### Problem statement
From the records below, copy every line that contains the word "nodes".

[Collected data entries]
★ ★ ★ ★

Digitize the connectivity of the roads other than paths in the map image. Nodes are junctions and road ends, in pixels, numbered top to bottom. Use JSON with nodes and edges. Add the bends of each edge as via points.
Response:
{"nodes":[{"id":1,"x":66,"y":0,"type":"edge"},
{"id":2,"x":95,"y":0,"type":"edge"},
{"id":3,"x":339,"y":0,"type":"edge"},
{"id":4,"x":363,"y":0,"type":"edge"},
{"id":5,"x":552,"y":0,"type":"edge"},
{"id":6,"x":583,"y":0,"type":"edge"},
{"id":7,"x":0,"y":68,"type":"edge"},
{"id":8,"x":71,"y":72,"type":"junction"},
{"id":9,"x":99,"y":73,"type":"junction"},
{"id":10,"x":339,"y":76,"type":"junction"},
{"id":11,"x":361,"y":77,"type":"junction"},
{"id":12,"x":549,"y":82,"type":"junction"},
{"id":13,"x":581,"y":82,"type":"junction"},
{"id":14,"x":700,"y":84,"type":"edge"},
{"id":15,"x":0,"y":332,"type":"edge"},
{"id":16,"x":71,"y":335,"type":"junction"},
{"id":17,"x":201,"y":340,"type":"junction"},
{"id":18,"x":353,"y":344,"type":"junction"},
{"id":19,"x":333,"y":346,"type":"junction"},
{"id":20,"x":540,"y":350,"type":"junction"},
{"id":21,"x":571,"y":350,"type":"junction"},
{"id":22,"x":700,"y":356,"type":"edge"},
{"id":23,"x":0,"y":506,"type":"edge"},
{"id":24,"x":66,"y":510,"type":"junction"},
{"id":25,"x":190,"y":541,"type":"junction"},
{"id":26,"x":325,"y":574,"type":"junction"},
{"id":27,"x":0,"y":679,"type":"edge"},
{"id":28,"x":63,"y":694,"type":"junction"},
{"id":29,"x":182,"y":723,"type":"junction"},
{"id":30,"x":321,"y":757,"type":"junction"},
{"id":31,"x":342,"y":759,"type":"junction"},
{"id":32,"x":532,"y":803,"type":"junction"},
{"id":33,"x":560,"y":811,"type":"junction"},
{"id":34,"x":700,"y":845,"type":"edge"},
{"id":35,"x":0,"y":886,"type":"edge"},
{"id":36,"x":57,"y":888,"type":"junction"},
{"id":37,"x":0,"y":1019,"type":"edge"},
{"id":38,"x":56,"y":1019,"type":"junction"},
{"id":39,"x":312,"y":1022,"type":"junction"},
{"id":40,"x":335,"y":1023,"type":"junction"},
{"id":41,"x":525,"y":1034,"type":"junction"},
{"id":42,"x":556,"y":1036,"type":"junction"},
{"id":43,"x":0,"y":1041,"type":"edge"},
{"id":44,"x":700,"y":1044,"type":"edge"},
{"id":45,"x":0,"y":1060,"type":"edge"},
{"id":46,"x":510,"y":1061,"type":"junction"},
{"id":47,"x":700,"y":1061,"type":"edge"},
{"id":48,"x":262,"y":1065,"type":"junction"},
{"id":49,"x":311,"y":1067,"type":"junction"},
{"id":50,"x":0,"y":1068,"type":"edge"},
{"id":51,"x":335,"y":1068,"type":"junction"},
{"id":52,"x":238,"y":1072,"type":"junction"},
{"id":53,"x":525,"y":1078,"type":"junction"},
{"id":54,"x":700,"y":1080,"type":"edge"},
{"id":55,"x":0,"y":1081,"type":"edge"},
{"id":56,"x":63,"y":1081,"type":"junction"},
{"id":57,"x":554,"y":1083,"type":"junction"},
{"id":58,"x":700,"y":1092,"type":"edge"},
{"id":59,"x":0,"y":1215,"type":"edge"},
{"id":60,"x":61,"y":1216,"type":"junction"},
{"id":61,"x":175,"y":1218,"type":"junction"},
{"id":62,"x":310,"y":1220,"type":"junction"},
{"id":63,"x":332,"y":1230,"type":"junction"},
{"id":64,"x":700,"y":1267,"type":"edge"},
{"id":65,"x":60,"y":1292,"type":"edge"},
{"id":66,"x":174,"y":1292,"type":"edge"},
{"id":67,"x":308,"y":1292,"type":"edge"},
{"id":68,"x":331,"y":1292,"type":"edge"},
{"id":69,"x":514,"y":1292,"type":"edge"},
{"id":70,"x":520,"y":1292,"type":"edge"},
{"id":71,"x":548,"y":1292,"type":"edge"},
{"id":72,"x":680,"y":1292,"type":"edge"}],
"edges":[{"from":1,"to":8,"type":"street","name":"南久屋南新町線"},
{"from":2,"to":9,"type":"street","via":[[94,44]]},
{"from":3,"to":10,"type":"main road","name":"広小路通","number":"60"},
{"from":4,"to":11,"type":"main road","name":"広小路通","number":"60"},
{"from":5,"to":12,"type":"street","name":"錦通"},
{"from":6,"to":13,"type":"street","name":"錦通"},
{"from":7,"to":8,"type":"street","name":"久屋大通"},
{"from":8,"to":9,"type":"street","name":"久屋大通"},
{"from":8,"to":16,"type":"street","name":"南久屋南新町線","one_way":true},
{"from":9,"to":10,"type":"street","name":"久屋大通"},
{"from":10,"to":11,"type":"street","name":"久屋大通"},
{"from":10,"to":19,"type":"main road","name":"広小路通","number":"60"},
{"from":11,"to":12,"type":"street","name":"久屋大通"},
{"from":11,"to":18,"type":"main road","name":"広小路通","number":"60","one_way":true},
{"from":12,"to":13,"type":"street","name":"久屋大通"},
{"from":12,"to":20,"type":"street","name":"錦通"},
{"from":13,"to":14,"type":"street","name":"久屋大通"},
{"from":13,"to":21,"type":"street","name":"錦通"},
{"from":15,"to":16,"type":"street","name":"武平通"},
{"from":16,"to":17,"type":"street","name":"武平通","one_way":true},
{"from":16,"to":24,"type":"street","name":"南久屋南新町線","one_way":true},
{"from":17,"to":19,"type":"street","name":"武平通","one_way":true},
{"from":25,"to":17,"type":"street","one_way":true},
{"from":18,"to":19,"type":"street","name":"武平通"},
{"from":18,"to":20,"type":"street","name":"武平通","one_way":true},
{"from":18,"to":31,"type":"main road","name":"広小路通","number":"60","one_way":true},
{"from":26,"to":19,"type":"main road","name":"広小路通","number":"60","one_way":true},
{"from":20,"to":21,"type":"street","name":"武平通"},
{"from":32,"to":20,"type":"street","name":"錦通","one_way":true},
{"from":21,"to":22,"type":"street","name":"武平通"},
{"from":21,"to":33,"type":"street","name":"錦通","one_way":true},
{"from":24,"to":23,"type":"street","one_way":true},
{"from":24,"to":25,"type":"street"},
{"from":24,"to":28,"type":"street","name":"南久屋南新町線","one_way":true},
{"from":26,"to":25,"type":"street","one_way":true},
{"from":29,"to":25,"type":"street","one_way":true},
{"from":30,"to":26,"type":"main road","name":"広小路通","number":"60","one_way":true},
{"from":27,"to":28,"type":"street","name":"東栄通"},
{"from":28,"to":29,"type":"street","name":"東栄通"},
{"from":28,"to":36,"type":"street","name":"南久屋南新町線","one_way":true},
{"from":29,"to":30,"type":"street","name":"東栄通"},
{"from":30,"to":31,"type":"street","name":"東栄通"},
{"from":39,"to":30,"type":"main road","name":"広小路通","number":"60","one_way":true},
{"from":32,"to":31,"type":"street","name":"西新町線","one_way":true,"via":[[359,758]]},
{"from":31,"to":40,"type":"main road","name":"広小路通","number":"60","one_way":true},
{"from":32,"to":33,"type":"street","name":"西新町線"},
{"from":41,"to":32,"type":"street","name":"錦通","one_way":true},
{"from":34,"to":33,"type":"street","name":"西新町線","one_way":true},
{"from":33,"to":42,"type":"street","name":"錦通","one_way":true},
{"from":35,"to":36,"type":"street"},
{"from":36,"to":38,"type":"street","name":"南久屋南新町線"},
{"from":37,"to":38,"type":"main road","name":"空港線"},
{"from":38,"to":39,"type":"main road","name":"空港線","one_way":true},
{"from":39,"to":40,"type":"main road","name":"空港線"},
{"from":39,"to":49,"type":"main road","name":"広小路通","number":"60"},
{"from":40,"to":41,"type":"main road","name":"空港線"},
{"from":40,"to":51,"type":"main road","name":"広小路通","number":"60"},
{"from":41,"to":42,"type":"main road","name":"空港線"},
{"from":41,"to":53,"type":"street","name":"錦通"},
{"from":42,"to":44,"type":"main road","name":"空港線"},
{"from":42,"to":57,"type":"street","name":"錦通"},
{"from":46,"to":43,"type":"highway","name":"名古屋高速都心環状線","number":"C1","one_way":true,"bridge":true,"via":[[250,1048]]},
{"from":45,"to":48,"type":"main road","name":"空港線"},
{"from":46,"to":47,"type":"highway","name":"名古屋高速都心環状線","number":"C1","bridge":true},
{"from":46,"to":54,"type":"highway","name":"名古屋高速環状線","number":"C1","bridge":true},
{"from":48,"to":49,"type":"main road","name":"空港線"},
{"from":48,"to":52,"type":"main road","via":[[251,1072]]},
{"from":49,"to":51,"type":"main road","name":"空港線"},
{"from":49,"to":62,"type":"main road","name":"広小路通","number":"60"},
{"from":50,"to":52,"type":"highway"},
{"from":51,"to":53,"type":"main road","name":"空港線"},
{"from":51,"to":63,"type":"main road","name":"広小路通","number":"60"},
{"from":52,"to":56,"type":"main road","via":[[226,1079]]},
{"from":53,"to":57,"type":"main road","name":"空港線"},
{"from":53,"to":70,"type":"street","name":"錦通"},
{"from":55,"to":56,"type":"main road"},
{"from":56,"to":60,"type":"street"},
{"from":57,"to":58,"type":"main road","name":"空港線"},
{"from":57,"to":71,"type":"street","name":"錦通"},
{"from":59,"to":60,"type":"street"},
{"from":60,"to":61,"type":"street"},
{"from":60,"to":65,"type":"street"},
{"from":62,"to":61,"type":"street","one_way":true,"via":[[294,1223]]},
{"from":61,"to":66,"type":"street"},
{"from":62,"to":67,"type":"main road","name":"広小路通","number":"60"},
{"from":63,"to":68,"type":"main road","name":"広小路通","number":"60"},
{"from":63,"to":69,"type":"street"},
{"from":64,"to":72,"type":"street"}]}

★ ★ ★ ★

### Exercise response
Digitize the connectivity of the roads other than paths in the map image. Nodes are junctions and road ends, in pixels, numbered top to bottom. Use JSON with nodes and edges. Add the bends of each edge as via points.
{"nodes":[{"id":1,"x":66,"y":0,"type":"edge"},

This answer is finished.